From 1927 to 1934, Orozco lived in the US and painted murals for Pomona College, California, the New York School for Social Research, and Dartmouth College, New Hampshire. He described the cultural life of the times in his bitter autobiography, and in letters to his friend and fellow artist Jean Charlot.
Back in Mexico, at the Palacio de Bellas Artes, Orozco painted Catharsis, whose central figure is a colossal prostitute, the symbol of corruption. Orozco produced many paintings, drawings, and watercolors on the subject of prostitution, viewing the brothel as a place of ultimate horror.
Orozco’s greatest works were produced in the late 1930s in Guadalajara – in the Palacio de Gobierno, the University, and on the walls and ceilings of the Hospicio Cabañas.

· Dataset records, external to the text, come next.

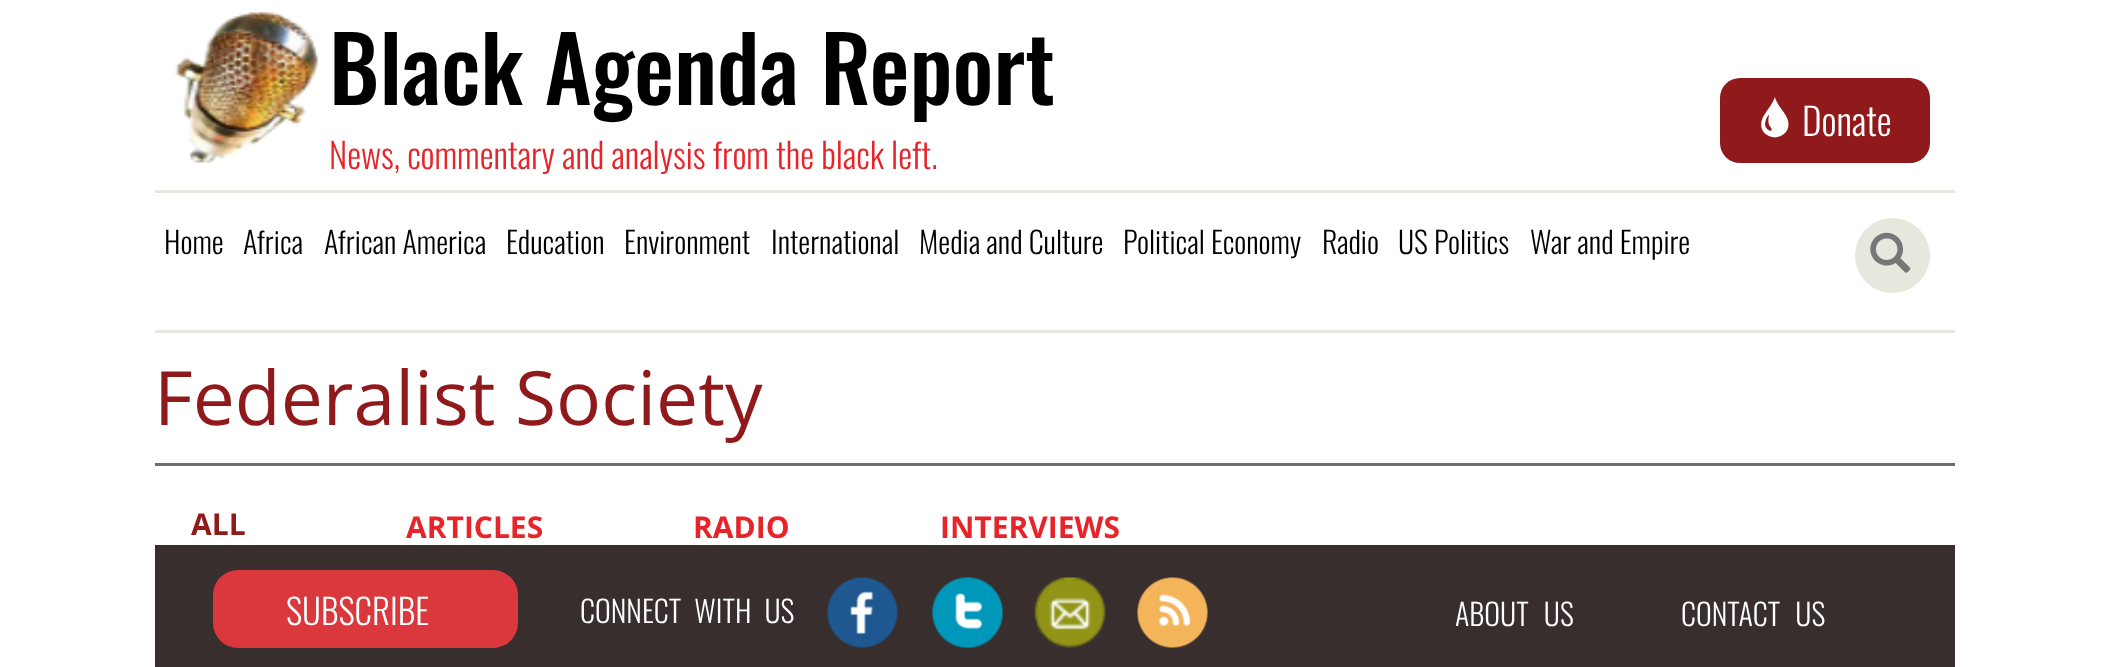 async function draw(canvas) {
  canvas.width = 2106;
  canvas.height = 667;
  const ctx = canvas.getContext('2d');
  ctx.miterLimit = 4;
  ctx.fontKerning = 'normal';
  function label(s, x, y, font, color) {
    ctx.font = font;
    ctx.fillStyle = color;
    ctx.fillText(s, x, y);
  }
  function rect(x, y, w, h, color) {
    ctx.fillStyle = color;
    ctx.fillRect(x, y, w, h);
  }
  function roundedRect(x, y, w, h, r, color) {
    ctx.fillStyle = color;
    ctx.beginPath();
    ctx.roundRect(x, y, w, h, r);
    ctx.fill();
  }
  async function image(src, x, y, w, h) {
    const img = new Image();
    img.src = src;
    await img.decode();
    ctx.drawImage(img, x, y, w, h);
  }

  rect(0, 0, 2106, 667, '#fff');
  await image('assets/img1.png', 174, 12, 145, 152);
  label('Black Agenda Report', 329, 105, '500 90px Oswald', '#000');
  label('News, commentary and analysis from the black left.', 329, 169, '300 35px Oswald', '#e62429');
  roundedRect(1720, 78, 210, 85, 20, '#8f191b');
  await image('assets/img2.png', 1761, 97, 28, 41);
  label('Donate', 1802, 136, '300 37.5px Oswald', '#fff');
  rect(155, 190, 1800, 3, '#e7e7de');
  label('Home', 164, 254, '300 30px Oswald', '#000');
  label('Africa', 243, 254, '300 30px Oswald', '#000');
  label('African America', 324, 254, '300 30px Oswald', '#000');
  label('Education', 506, 254, '300 30px Oswald', '#000');
  label('Environment', 624, 254, '300 30px Oswald', '#000');
  label('International', 771, 254, '300 30px Oswald', '#000');
  label('Media and Culture', 919, 254, '300 30px Oswald', '#000');
  label('Political Economy', 1123, 254, '300 30px Oswald', '#000');
  label('Radio', 1322, 254, '300 30px Oswald', '#000');
  label('US Politics', 1398, 254, '300 30px Oswald', '#000');
  label('War and Empire', 1530, 254, '300 30px Oswald', '#000');
  ctx.fillStyle = '#e7e7de';
  ctx.beginPath();
  ctx.arc(1892.5, 255.5, 37.5, 0, 2 * Math.PI);
  ctx.fill();
  await image('assets/img3.png', 1870, 232, 41, 41);
  rect(155, 330, 1800, 3, '#e7e7de');
  rect(155, 463, 1800, 3, '#6d6e71');
  label('Federalist Society', 154, 425, '75px Open Sans', '#8f191b');
  label('ALL', 191, 535, 'bold 30px Open Sans', '#8f191b');
  label('ARTICLES', 406, 538, 'bold 30px Open Sans', '#e62429');
  label('RADIO', 693, 538, 'bold 30px Open Sans', '#e62429');
  label('INTERVIEWS', 940, 538, 'bold 30px Open Sans', '#e62429');
  rect(155, 545, 1800, 122, '#382e2e');
  roundedRect(213, 570, 305, 78, 25, '#da383c');
  label('SUBSCRIBE', 286, 625, '300 35px Oswald', '#fff');
  ctx.wordSpacing = '7px';
  label('CONNECT WITH US', 580, 623, '300 30px Oswald', '#fff');
  await image('assets/img4.png', 827, 577, 71, 71);
  await image('assets/img5.png', 932, 577, 71, 71);
  await image('assets/img6.png', 1034, 577, 72, 71);
  await image('assets/img7.png', 1137, 577, 71, 71);
  ctx.wordSpacing = '9px';
  label('ABOUT US', 1455, 626, '300 30px Oswald', '#fff');
  label('CONTACT US', 1681, 626, '300 30px Oswald', '#fff');
}

draw(document.querySelector('canvas'));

Here he is at the peak of his power, covering straight and curved surfaces with fiery reds and stark blacks, paying homage to Padre Hidalgo, denouncing political manipulation, and searching for deep and universal symbols.

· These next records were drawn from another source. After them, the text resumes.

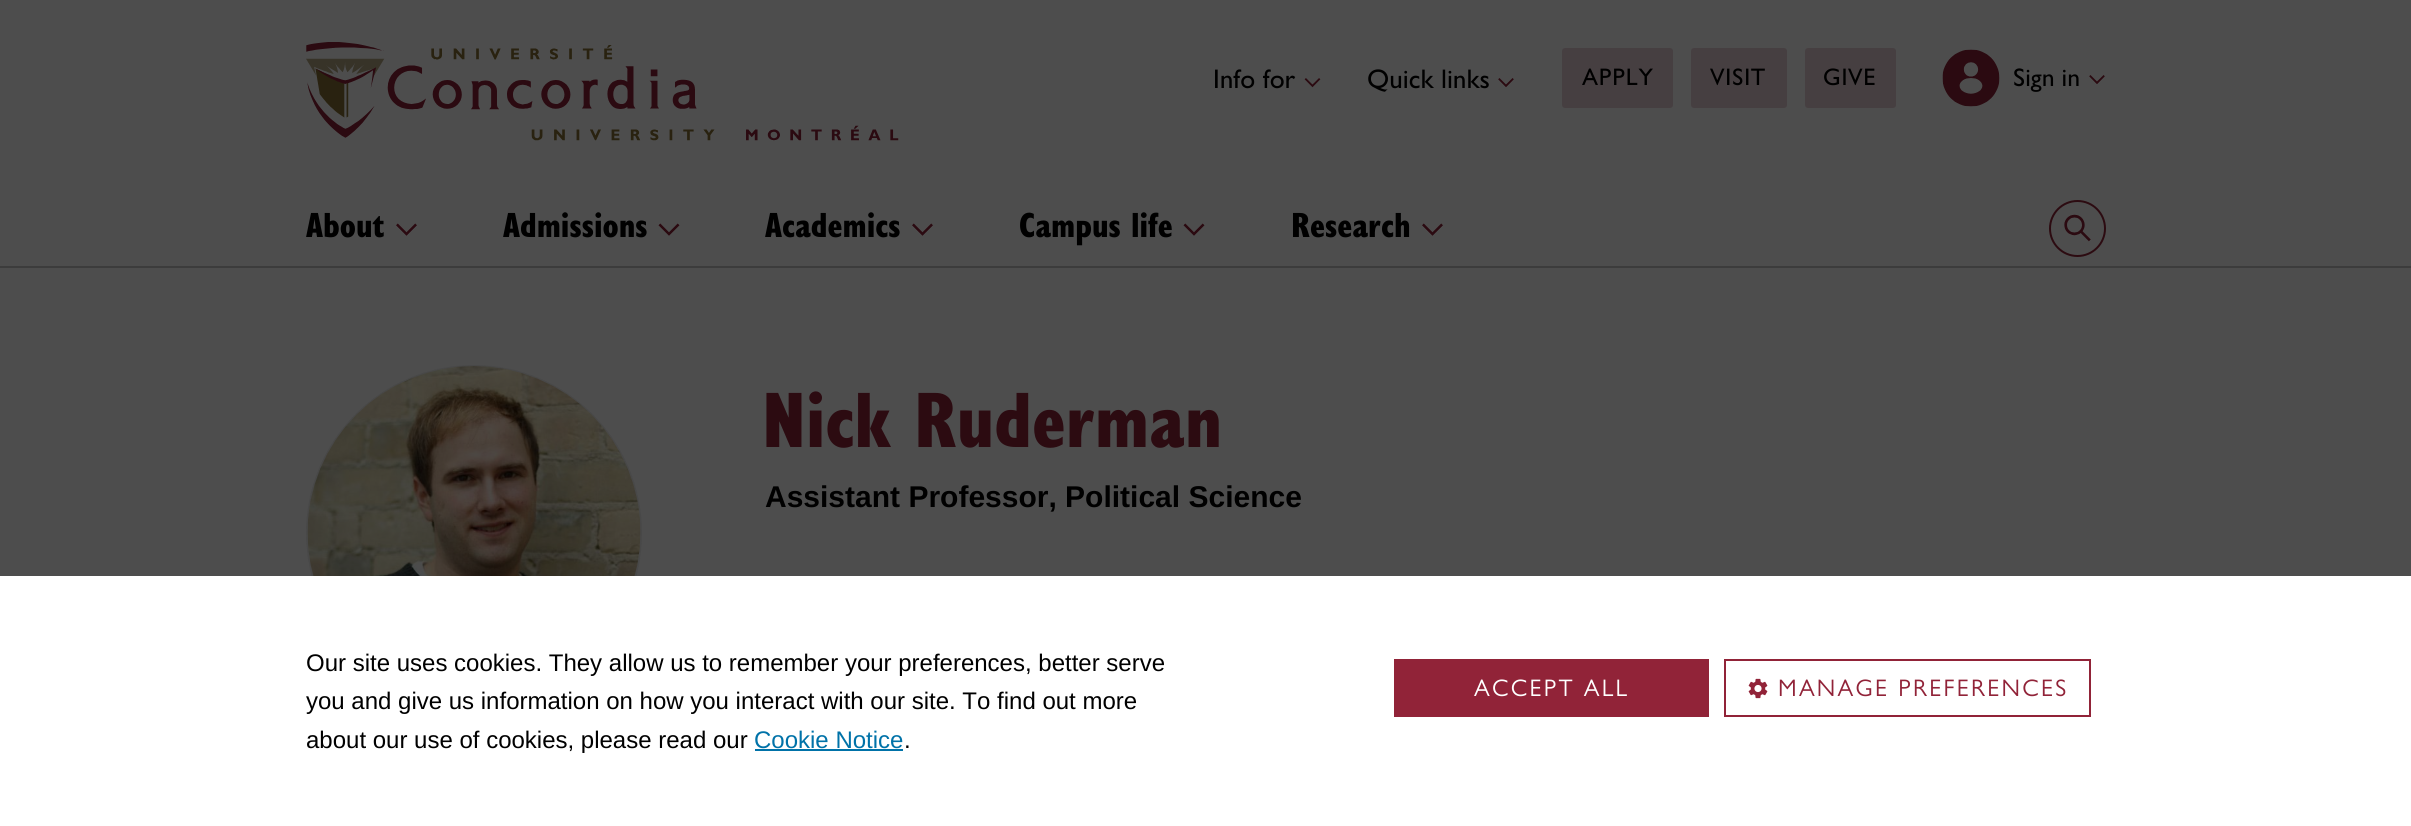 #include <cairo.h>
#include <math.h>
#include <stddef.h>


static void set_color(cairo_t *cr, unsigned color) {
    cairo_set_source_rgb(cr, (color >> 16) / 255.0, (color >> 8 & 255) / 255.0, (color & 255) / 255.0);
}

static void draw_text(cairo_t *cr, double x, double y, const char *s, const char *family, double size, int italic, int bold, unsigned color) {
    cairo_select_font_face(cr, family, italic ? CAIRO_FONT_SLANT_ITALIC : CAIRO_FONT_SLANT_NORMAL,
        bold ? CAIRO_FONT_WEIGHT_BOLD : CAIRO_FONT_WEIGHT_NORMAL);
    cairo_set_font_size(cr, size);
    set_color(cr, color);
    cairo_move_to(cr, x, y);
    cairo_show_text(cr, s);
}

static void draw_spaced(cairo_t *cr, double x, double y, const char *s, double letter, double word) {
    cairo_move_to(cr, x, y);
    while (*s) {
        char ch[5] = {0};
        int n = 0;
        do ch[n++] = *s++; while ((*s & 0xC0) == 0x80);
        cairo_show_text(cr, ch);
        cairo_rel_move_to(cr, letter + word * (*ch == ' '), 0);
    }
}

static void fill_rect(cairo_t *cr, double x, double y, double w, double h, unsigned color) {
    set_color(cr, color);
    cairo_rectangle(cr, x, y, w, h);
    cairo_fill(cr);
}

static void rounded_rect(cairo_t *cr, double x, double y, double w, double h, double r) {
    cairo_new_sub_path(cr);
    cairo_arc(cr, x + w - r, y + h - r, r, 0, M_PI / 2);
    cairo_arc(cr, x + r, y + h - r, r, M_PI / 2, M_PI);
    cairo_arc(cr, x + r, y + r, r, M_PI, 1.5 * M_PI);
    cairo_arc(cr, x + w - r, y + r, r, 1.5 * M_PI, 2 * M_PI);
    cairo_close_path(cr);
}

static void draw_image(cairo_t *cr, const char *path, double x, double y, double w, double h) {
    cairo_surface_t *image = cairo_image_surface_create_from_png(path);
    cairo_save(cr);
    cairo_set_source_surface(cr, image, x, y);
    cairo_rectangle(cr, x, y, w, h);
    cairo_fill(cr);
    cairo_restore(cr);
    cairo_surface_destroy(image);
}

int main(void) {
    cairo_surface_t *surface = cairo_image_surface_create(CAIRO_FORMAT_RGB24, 2411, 826);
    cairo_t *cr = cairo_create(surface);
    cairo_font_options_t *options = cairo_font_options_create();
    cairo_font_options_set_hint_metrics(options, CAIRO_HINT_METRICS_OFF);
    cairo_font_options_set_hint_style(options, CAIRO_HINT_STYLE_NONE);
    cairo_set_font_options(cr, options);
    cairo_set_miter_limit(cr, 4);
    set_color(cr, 0x4D4D4D);
    cairo_paint(cr);
    draw_image(cr, "assets/img1.png", 306, 42, 593, 99);
    draw_text(cr, 1213, 88, "Info for", "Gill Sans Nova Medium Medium", 27, 0, 0, 0x000000);
    draw_image(cr, "assets/img2.png", 1304, 78, 17, 10);
    draw_text(cr, 1367, 88, "Quick links", "Gill Sans Nova Medium Medium", 27, 0, 0, 0x000000);
    draw_image(cr, "assets/img3.png", 1498, 78, 16, 9);
    set_color(cr, 0x463F41);
    rounded_rect(cr, 1562, 48, 111, 60, 3);
    cairo_fill(cr);
    cairo_set_font_size(cr, 24);
    set_color(cr, 0x000000);
    draw_spaced(cr, 1582, 85, "APPLY", 0.75, 0);
    set_color(cr, 0x463F41);
    rounded_rect(cr, 1691, 48, 96, 60, 3);
    cairo_fill(cr);
    set_color(cr, 0x000000);
    draw_spaced(cr, 1710, 85, "VISIT", 0.75, 0);
    set_color(cr, 0x463F41);
    rounded_rect(cr, 1805, 48, 91, 60, 3);
    cairo_fill(cr);
    set_color(cr, 0x000000);
    draw_spaced(cr, 1823, 85, "GIVE", 0.75, 0);
    draw_image(cr, "assets/img4.png", 1942, 49, 58, 58);
    draw_text(cr, 2013, 86, "Sign in", "Gill Sans Nova Medium Medium", 25.5, 0, 0, 0x000000);
    draw_image(cr, "assets/img3.png", 2089, 75, 16, 9);
    fill_rect(cr, 0, 266, 2411, 2, 0x3C3C3C);
    draw_text(cr, 306, 237, "About", "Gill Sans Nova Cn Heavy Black", 36, 0, 0, 0x000000);
    draw_image(cr, "assets/img5.png", 396, 223, 21, 13);
    draw_text(cr, 503, 237, "Admissions", "Gill Sans Nova Cn Heavy Black", 36, 0, 0, 0x000000);
    draw_image(cr, "assets/img6.png", 658, 223, 22, 13);
    draw_text(cr, 765, 237, "Academics", "Gill Sans Nova Cn Heavy Black", 36, 0, 0, 0x000000);
    draw_image(cr, "assets/img5.png", 912, 223, 21, 13);
    draw_text(cr, 1019, 237, "Campus life", "Gill Sans Nova Cn Heavy Black", 36, 0, 0, 0x000000);
    draw_image(cr, "assets/img6.png", 1183, 223, 22, 13);
    draw_text(cr, 1291, 237, "Research", "Gill Sans Nova Cn Heavy Black", 36, 0, 0, 0x000000);
    draw_image(cr, "assets/img5.png", 1422, 223, 21, 13);
    cairo_arc(cr, 2077.5, 228.5, 27.5, 0, 2 * M_PI);
    set_color(cr, 0x2C0B11);
    cairo_stroke(cr);
    draw_image(cr, "assets/img7.png", 2064, 214, 27, 28);
    cairo_arc(cr, 474, 533, 167, 0, 2 * M_PI);
    set_color(cr, 0x484848);
    cairo_stroke(cr);
    draw_image(cr, "assets/img8.png", 307, 366, 334, 210);
    draw_text(cr, 762, 447, "Nick Ruderman", "Gill Sans Nova Cn Heavy Black", 81, 0, 0, 0x2C0B11);
    draw_text(cr, 765, 507, "Assistant Professor, Political Science", "Liberation Sans", 30, 0, 1, 0x000000);
    fill_rect(cr, 0, 576, 2411, 250, 0xFFFFFF);
    draw_text(cr, 306, 671, "Our site uses cookies. They allow us to remember your preferences, better serve", "Liberation Sans", 24, 0, 0, 0x000000);
    draw_text(cr, 306, 709, "you and give us information on how you interact with our site. To find out more", "Liberation Sans", 24, 0, 0, 0x000000);
    draw_text(cr, 306, 748, "about our use of cookies, please read our", "Liberation Sans", 24, 0, 0, 0x000000);
    draw_text(cr, 754, 748, "Cookie Notice", "Liberation Sans", 24, 0, 0, 0x0072A8);
    fill_rect(cr, 755, 749, 148, 2, 0x0072A8);
    draw_text(cr, 904, 748, ".", "Liberation Sans", 24, 0, 0, 0x000000);
    fill_rect(cr, 1394, 659, 315, 58, 0x912338);
    cairo_select_font_face(cr, "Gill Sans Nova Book", CAIRO_FONT_SLANT_NORMAL, CAIRO_FONT_WEIGHT_NORMAL);
    set_color(cr, 0xFFFFFF);
    draw_spaced(cr, 1474, 696, "ACCEPT ALL", 2.25, 0);
    cairo_rectangle(cr, 1725, 660, 365, 56);
    set_color(cr, 0x912338);
    cairo_stroke(cr);
    draw_image(cr, "assets/img9.png", 1748, 678, 20, 21);
    draw_spaced(cr, 1778, 696, "MANAGE PREFERENCES", 2.25, 0);
    cairo_surface_write_to_png(surface, "output.png");
    cairo_font_options_destroy(options);
    cairo_destroy(cr);
    cairo_surface_destroy(surface);
    return 0;
}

A 36-foot ceramic tile mural in Monterey, California by contemporary artist Guillermo Wagner Granizo. Photo: meunierd/Shutterstock
Other muralists
Jean Charlot (1898–1979) was born in Paris and is another of the early muralists. His Massacre in the Main Temple, a mural completed in 1923 on the stairway of the west court of the Escuela Nacional Preparatoria in Mexico City, is generally regarded as the first fresco painted in Mexico since colonial times. Before his move to Hawaii, Charlot painted in other parts of the US, where he helped – with his art, but most of all with his writings – to popularize mural painting during Franklin D. Roosevelt’s early years as president.
Juan O’Gorman (1905–82), a painter and architect of Irish ancestry born in Mexico, transformed the mural into a kind of panorama of miniature scenes. Although they are modern, his paintings are anchored in Mexico’s 19th-century popular art. He is famous chiefly for the murals decorating the Biblioteca Central (Central Library) of Mexico City’s Ciudad Universitaria. Constructed with coloured stone, these giant mosaic-murals describe the culture of the world in a Baroque texture that is surprisingly innocent and fresh.

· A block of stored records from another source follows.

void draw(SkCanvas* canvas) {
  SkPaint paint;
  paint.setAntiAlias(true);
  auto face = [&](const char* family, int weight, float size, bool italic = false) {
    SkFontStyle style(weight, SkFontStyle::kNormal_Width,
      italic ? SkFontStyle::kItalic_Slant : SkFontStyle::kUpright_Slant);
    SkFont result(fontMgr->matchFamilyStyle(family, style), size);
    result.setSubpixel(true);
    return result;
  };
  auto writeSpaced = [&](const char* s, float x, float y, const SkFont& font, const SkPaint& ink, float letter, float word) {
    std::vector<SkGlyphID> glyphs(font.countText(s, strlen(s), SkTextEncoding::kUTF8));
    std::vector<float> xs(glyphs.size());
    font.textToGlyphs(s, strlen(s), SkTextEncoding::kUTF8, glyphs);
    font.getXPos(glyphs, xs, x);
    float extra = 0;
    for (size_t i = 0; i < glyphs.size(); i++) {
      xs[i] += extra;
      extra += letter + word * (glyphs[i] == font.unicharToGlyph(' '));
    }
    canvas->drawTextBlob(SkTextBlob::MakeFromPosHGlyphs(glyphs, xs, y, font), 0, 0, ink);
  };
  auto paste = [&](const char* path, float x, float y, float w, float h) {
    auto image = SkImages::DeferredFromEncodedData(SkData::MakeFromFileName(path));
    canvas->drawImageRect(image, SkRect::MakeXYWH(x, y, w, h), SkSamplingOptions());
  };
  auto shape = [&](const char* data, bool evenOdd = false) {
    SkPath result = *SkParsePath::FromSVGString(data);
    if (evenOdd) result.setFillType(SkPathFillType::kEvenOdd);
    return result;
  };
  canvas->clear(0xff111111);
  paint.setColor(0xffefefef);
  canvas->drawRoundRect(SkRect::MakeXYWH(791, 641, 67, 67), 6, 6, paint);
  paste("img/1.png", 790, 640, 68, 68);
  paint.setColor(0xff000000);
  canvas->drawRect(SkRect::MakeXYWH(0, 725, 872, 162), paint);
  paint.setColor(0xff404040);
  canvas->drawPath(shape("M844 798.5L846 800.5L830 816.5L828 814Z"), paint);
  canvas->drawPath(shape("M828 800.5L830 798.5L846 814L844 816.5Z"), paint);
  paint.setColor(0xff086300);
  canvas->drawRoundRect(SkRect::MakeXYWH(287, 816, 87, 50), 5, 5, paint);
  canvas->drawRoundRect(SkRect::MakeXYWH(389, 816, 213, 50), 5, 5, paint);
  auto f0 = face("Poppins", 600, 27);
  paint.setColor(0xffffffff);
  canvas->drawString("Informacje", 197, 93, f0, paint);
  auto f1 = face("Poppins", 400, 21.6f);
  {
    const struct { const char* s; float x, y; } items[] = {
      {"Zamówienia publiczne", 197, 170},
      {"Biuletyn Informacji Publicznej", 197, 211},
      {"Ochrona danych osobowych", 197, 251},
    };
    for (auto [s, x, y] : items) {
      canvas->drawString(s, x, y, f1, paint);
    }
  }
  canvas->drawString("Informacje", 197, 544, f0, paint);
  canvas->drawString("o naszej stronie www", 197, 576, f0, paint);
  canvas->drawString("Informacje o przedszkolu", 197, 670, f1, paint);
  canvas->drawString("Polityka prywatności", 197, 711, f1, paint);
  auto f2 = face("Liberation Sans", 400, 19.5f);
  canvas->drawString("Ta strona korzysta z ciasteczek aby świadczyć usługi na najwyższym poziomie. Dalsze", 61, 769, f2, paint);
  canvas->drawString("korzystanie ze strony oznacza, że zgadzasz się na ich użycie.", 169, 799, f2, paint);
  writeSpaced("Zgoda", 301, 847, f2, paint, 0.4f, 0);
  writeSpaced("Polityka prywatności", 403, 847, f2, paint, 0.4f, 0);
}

There had grown up a second generation of muralists, one of whom was Rufino Tamayo (1899–1991), a Zapotec from Oaxaca who died at the age of 92. Never political, Tamayo soon abandoned realism for poetically simplified forms. His decorative murals deal with cosmic and domestic symbology (stars, cats, women) and are indifferent to the direct interpretation of history.
Zacatecas-born artist Pedro Coronel (1922–85) explored much the same ground as Tamayo. His murals are perhaps the best of those painted in recent years. Other mainstream Mexican muralists, whose work is never far removed from realism, include Fernando Leal, Xavier Guerrero, José Chávez Morado, Roberto Montenegro, Raúl Anguiano, Manuel Rodríguez Lozano, Alfredo Zalce, and Jorge González Camarena.
Contemporary murals
The Mexican muralist movement sprang out of the Revolution and, in reality, that emotion is gone and done with. In the second half of the 20th century, the new generations of muralists reacted against the movement that they accused of being too obviously didactic and obsessively nationalistic. But disciples of the great muralists continue to cover the walls of public buildings throughout the country. Visitors will be well served by meandering the grounds of Mexico City’s UNAM (Universidad Nacional Autónoma de México), where many of the buildings display stunning murals for all to see, including works by Juan O’Gorman and Siqueiros.